_INPUT DATA_
————

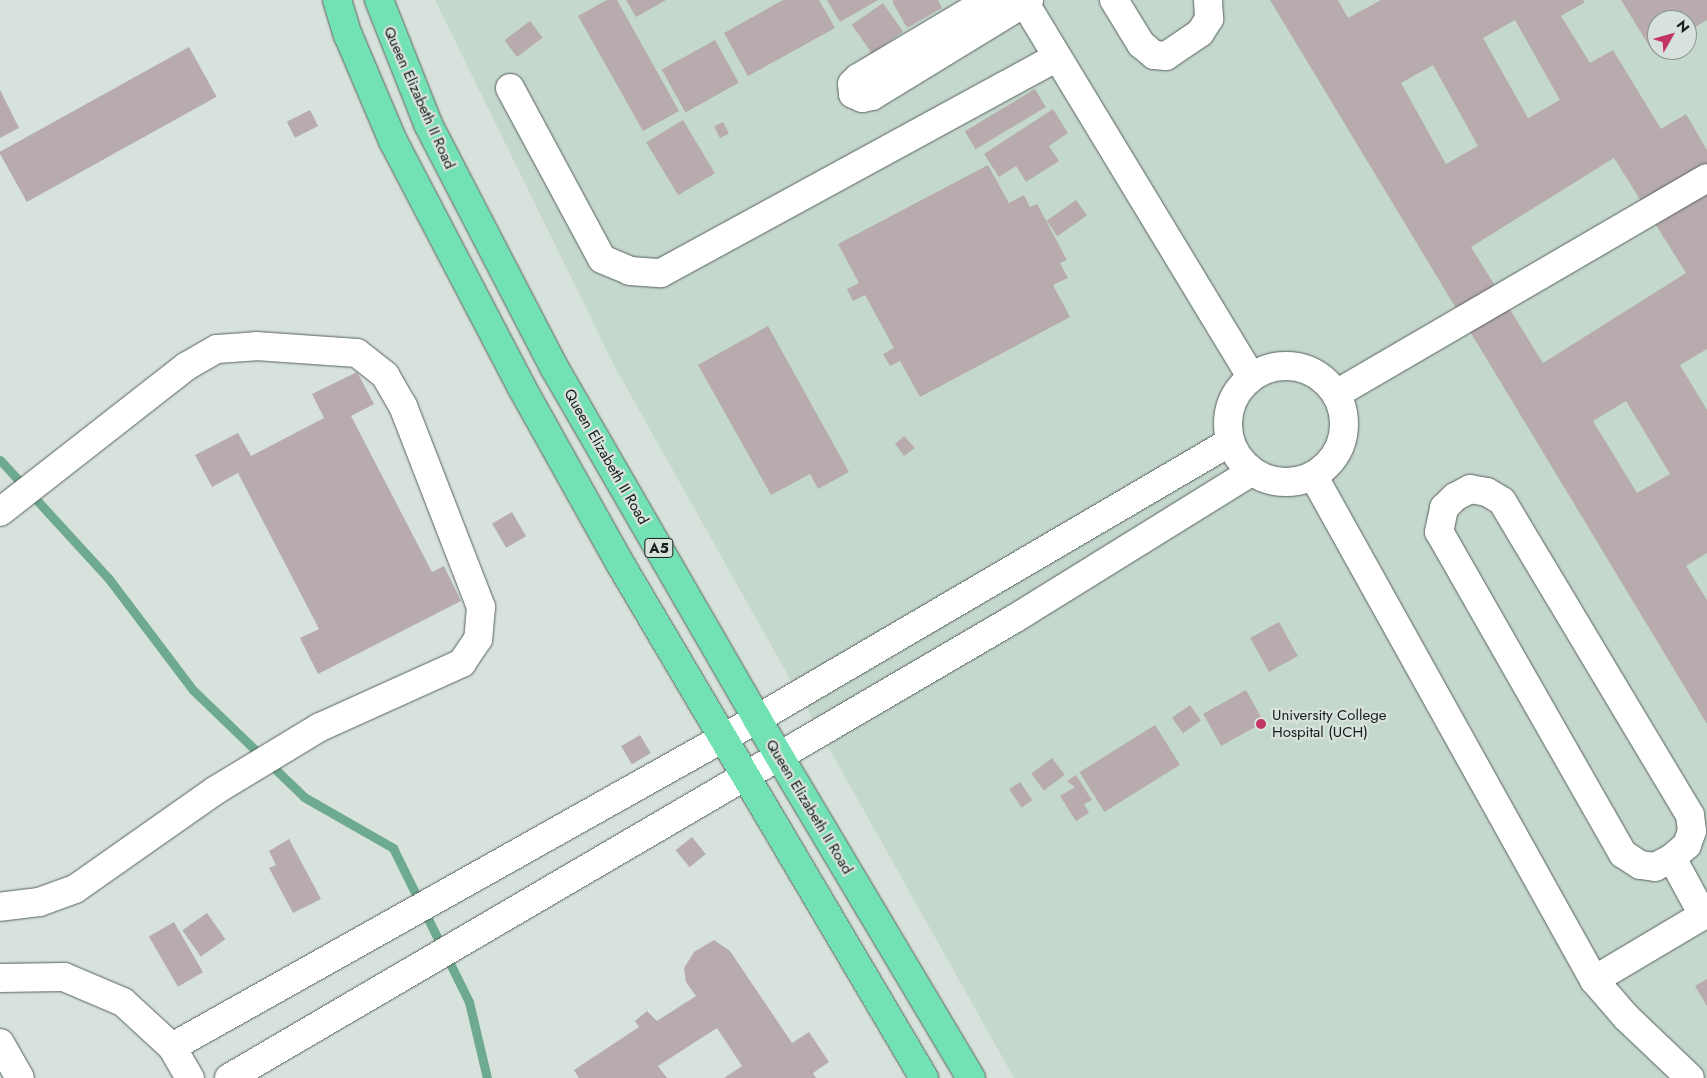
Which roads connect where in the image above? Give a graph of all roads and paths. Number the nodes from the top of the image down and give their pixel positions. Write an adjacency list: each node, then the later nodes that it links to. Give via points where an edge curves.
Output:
1 (337, 0): 11 (highway, via 393,141)
2 (380, 0): 10 (highway, Queen Elizabeth II Road / A5, via 428,124)
3 (990, 0): 6 (street, via 858,78 852,84 853,94 862,98 872,96)
4 (1114, 0): 5 (street, via 1141,44 1154,55 1166,56 1200,33 1209,19)
5 (1208, 0)
6 (1025, 1): 7 (street)
7 (1057, 57): 8 (street, via 661,273 630,271 602,258); 12 (street)
8 (510, 88)
9 (1707, 178): 13 (street)
10 (467, 202): 11 (highway); 20 (highway, Queen Elizabeth II Road / A5, via 554,366)
11 (432, 219): 21 (highway, via 620,565)
12 (1251, 377): 13 (street, via 1267,368 1293,366 1318,375); 14 (street, via 1230,404 1227,430)
13 (1336, 394): 16 (street, via 1344,422 1343,437 1329,463)
14 (1230, 442): 15 (street, via 1238,459); 18 (street)
15 (1251, 472): 16 (street, via 1278,482); 19 (street)
16 (1314, 477): 28 (street)
17 (9, 505): 25 (street, via 187,366 217,350 256,346 358,353 385,375 403,406 481,607 478,639 462,663 320,727 216,790 75,889 39,902)
18 (991, 582): 19 (street); 20 (street)
19 (1014, 618): 22 (street)
20 (757, 719): 21 (street); 22 (highway, Queen Elizabeth II Road / A5)
21 (722, 737): 23 (highway); 30 (street)
22 (780, 757): 23 (street); 35 (highway, Queen Elizabeth II Road / A5)
23 (746, 778): 33 (street); 34 (highway)
24 (1672, 858): 24 (street, via 1687,845 1692,831 1690,815 1512,518 1502,502 1487,492 1470,489 1455,497 1444,508 1439,532 1623,854 1640,865 1654,867); 26 (street)
25 (0, 906)
26 (1705, 914): 28 (street)
27 (0, 978): 30 (street, via 64,977 123,1002)
28 (1594, 980): 36 (street, via 1626,1017)
29 (0, 1043): 31 (street)
30 (172, 1046): 32 (street)
31 (20, 1078)
32 (190, 1078)
33 (228, 1078)
34 (924, 1078)
35 (972, 1078)
36 (1690, 1078)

————

_DIRECTIONS_
Every entry above, pictures excluded, needs to be duplicated exactly.

_SOLUTION FOR THIS EXERCISE_
Which roads connect where in the image above? Give a graph of all roads and paths. Number the nodes from the top of the image down and give their pixel positions. Write an adjacency list: each node, then the later nodes that it links to. Give via points where an edge curves.
Output:
1 (337, 0): 11 (highway, via 393,141)
2 (380, 0): 10 (highway, Queen Elizabeth II Road / A5, via 428,124)
3 (990, 0): 6 (street, via 858,78 852,84 853,94 862,98 872,96)
4 (1114, 0): 5 (street, via 1141,44 1154,55 1166,56 1200,33 1209,19)
5 (1208, 0)
6 (1025, 1): 7 (street)
7 (1057, 57): 8 (street, via 661,273 630,271 602,258); 12 (street)
8 (510, 88)
9 (1707, 178): 13 (street)
10 (467, 202): 11 (highway); 20 (highway, Queen Elizabeth II Road / A5, via 554,366)
11 (432, 219): 21 (highway, via 620,565)
12 (1251, 377): 13 (street, via 1267,368 1293,366 1318,375); 14 (street, via 1230,404 1227,430)
13 (1336, 394): 16 (street, via 1344,422 1343,437 1329,463)
14 (1230, 442): 15 (street, via 1238,459); 18 (street)
15 (1251, 472): 16 (street, via 1278,482); 19 (street)
16 (1314, 477): 28 (street)
17 (9, 505): 25 (street, via 187,366 217,350 256,346 358,353 385,375 403,406 481,607 478,639 462,663 320,727 216,790 75,889 39,902)
18 (991, 582): 19 (street); 20 (street)
19 (1014, 618): 22 (street)
20 (757, 719): 21 (street); 22 (highway, Queen Elizabeth II Road / A5)
21 (722, 737): 23 (highway); 30 (street)
22 (780, 757): 23 (street); 35 (highway, Queen Elizabeth II Road / A5)
23 (746, 778): 33 (street); 34 (highway)
24 (1672, 858): 24 (street, via 1687,845 1692,831 1690,815 1512,518 1502,502 1487,492 1470,489 1455,497 1444,508 1439,532 1623,854 1640,865 1654,867); 26 (street)
25 (0, 906)
26 (1705, 914): 28 (street)
27 (0, 978): 30 (street, via 64,977 123,1002)
28 (1594, 980): 36 (street, via 1626,1017)
29 (0, 1043): 31 (street)
30 (172, 1046): 32 (street)
31 (20, 1078)
32 (190, 1078)
33 (228, 1078)
34 (924, 1078)
35 (972, 1078)
36 (1690, 1078)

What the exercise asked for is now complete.